■ **WHAT THE TASK ASKS**: Your answer must be an exact copy of the listing, with the images left out.

■ **PROVIDED DATA**:
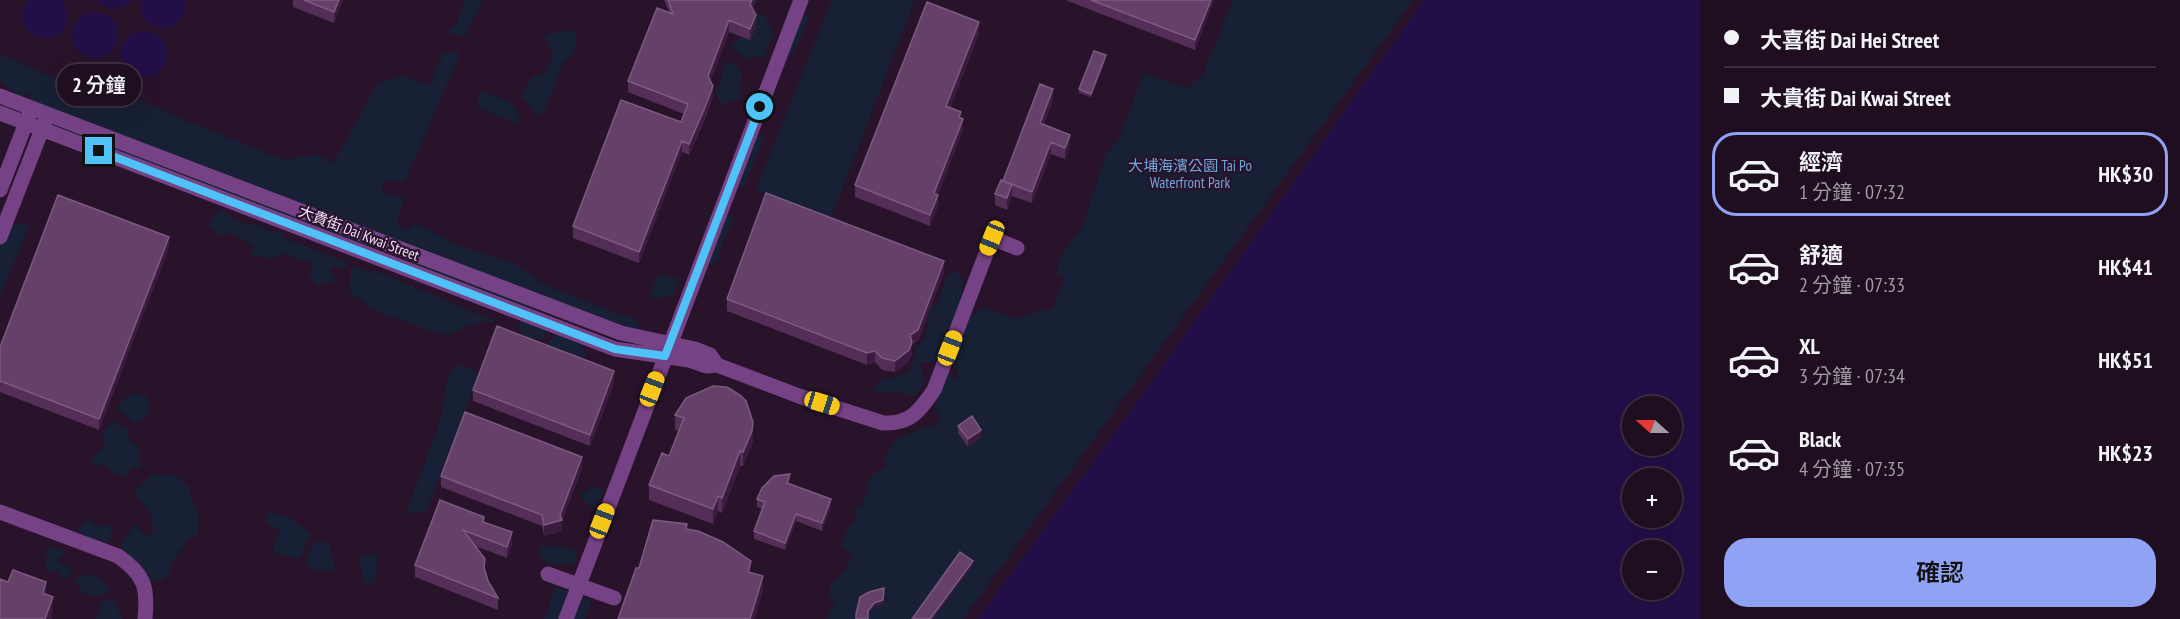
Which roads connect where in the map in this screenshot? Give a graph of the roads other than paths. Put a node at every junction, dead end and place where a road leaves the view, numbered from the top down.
1 (801, 0) edge
2 (0, 96) edge
3 (31, 108) junction
4 (0, 113) edge
5 (48, 114) junction
6 (26, 123) junction
7 (42, 129) junction
8 (0, 190) edge
9 (0, 237) edge
10 (1017, 248) dead end
11 (667, 350) junction
12 (0, 512) edge
13 (548, 574) dead end
14 (578, 584) junction
15 (614, 598) dead end
16 (145, 619) edge
17 (566, 619) edge

1 - 11 street
2 - 3 street, 大貴街 Dai Kwai Street
3 - 5 street, 大貴街 Dai Kwai Street
3 - 6 street
4 - 6 street, 大貴街 Dai Kwai Street
5 - 7 street
5 - 11 street, 大貴街 Dai Kwai Street
6 - 7 street, 大貴街 Dai Kwai Street
6 - 8 street
7 - 9 street
7 - 11 street, 大貴街 Dai Kwai Street
10 - 11 street, 大貴街 Dai Kwai Street
11 - 14 street
12 - 16 street
13 - 14 street
14 - 15 street
14 - 17 street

■ **FINISHED TASK**:
Which roads connect where in the map in this screenshot? Give a graph of the roads other than paths. Put a node at every junction, dead end and place where a road leaves the view, numbered from the top down.
1 (801, 0) edge
2 (0, 96) edge
3 (31, 108) junction
4 (0, 113) edge
5 (48, 114) junction
6 (26, 123) junction
7 (42, 129) junction
8 (0, 190) edge
9 (0, 237) edge
10 (1017, 248) dead end
11 (667, 350) junction
12 (0, 512) edge
13 (548, 574) dead end
14 (578, 584) junction
15 (614, 598) dead end
16 (145, 619) edge
17 (566, 619) edge

1 - 11 street
2 - 3 street, 大貴街 Dai Kwai Street
3 - 5 street, 大貴街 Dai Kwai Street
3 - 6 street
4 - 6 street, 大貴街 Dai Kwai Street
5 - 7 street
5 - 11 street, 大貴街 Dai Kwai Street
6 - 7 street, 大貴街 Dai Kwai Street
6 - 8 street
7 - 9 street
7 - 11 street, 大貴街 Dai Kwai Street
10 - 11 street, 大貴街 Dai Kwai Street
11 - 14 street
12 - 16 street
13 - 14 street
14 - 15 street
14 - 17 street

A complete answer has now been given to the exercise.